O protesto, marcado para as 11h de quarta-feira e que contou com o apoio de estruturas representativas de trabalhadores como a Comissão de Trabalhadores da TAP e da Comissão de Trabalhadores da Portway, teve como objectivo reivindicar que todos os trabalhadores que laborem no Aeroporto de Lisboa tenham o direito a estacionamento gratuito neste espaço. 

Em declarações ao AbrilAbril, Cristina Carrilho, coordenadora da Comissão de Trabalhadores da TAP, sublinhou que este é um problema transversal a todas as empresas.
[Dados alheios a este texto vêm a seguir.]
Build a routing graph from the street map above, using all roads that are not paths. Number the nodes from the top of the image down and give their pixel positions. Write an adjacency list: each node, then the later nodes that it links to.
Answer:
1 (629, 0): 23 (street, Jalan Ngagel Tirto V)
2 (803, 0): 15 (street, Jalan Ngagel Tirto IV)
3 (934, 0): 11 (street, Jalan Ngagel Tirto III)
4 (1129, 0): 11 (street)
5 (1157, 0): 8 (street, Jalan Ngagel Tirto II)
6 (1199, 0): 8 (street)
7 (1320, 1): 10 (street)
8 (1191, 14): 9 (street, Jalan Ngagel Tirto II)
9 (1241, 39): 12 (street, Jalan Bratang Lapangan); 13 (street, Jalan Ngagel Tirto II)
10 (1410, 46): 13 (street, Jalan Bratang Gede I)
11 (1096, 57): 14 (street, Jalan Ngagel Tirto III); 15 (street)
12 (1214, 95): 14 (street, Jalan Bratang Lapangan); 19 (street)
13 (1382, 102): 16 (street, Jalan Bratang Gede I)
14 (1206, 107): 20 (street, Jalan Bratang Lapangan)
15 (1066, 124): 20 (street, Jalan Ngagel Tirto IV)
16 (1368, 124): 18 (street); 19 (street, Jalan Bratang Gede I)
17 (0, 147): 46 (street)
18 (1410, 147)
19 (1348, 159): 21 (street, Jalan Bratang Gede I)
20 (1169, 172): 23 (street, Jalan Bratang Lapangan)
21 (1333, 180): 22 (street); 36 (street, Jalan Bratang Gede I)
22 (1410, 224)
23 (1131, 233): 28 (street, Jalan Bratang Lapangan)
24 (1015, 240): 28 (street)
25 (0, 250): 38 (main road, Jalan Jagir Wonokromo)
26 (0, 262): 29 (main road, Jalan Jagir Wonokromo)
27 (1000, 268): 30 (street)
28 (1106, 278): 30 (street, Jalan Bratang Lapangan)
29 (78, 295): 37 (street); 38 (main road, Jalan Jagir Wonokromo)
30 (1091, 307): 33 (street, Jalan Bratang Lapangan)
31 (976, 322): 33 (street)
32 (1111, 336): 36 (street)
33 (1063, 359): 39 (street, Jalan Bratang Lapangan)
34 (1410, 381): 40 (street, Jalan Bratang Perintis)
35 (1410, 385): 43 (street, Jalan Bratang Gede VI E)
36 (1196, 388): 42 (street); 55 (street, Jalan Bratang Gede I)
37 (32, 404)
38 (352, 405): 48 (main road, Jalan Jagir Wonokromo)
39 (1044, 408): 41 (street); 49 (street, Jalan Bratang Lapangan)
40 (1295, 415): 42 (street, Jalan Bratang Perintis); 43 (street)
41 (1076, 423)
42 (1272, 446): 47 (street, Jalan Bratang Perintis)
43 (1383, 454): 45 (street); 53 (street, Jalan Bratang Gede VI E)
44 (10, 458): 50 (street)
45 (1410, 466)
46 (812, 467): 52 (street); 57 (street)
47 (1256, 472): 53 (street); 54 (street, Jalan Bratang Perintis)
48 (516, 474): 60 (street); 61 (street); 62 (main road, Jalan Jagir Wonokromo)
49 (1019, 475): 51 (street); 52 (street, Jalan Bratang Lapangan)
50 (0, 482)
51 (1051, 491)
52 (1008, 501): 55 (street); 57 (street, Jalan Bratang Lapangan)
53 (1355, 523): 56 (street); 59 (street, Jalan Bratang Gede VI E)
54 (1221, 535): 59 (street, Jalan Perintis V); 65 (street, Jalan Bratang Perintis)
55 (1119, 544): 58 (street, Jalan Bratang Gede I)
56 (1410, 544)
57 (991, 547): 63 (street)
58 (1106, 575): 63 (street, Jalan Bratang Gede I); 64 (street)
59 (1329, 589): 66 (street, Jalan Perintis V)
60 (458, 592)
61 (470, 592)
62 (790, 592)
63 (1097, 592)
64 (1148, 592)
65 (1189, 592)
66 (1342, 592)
O parque de estacionamento dos trabalhadores da TAP, por exemplo, está cheio, e há sete anos que os entretanto contratados perderam esse direito, informou a dirigente.

Por outro lado, disse ainda que os parques que fazem avenças também estão lotados e a opção de estacionar nos Olivais deixou de existir quando a EMEL instalou os parquímetros na zona. «Os trabalhadores têm vencimentos curtos e são obrigados a trazer a viatura própria para chegar ou sair de madrugada, horas em que não existem transportes públicos», referiu.

A acção, segundo a dirigente, foi positiva e servirá para «sensibilizar a Vinci para encontrar uma solução». Com a participação de várias dezenas de trabalhadores que marcaram presença antes ou depois dos turnos, a coordenadora considera que a acção teve uma «boa adesão».

Também Elisabete Martins, membro da Comissão de Trabalhadores da Portway, referiu que a indignação é pelo facto de se ter que «pagar para vir trabalhar». Outras situações, como carros vandalizados e multas de estacionamento agravam o descontentamento dos trabalhadores. 

«Muitos já apanharam alguns sustos a fazer o percurso a pé, de madrugada, para se dirigirem aos seus carros estacionados longe, atravessando lugares pouco iluminados e desertos», alertou.

Garantiu que os trabalhadores vão continuar a insistir nesta bandeira de luta, uma vez que «querem uma solução». «Há várias ideias em cima da mesa e estamos abertos a outras, mas queremos sensibilizar o aeroporto para esta situação», concluiu.

Comunicados das Comissões de Trabalhadores lembram que a empresa que gere o aeroporto, a ANA/Vinci, «tem apresentado resultados de centenas de milhar de euros de lucro», sendo os parques de estacionamento do Aeroporto de Lisboa parte dessa receita e acusam ainda o Governo e a Câmara Municipal de Lisboa de serem «coniventes» com esta situação.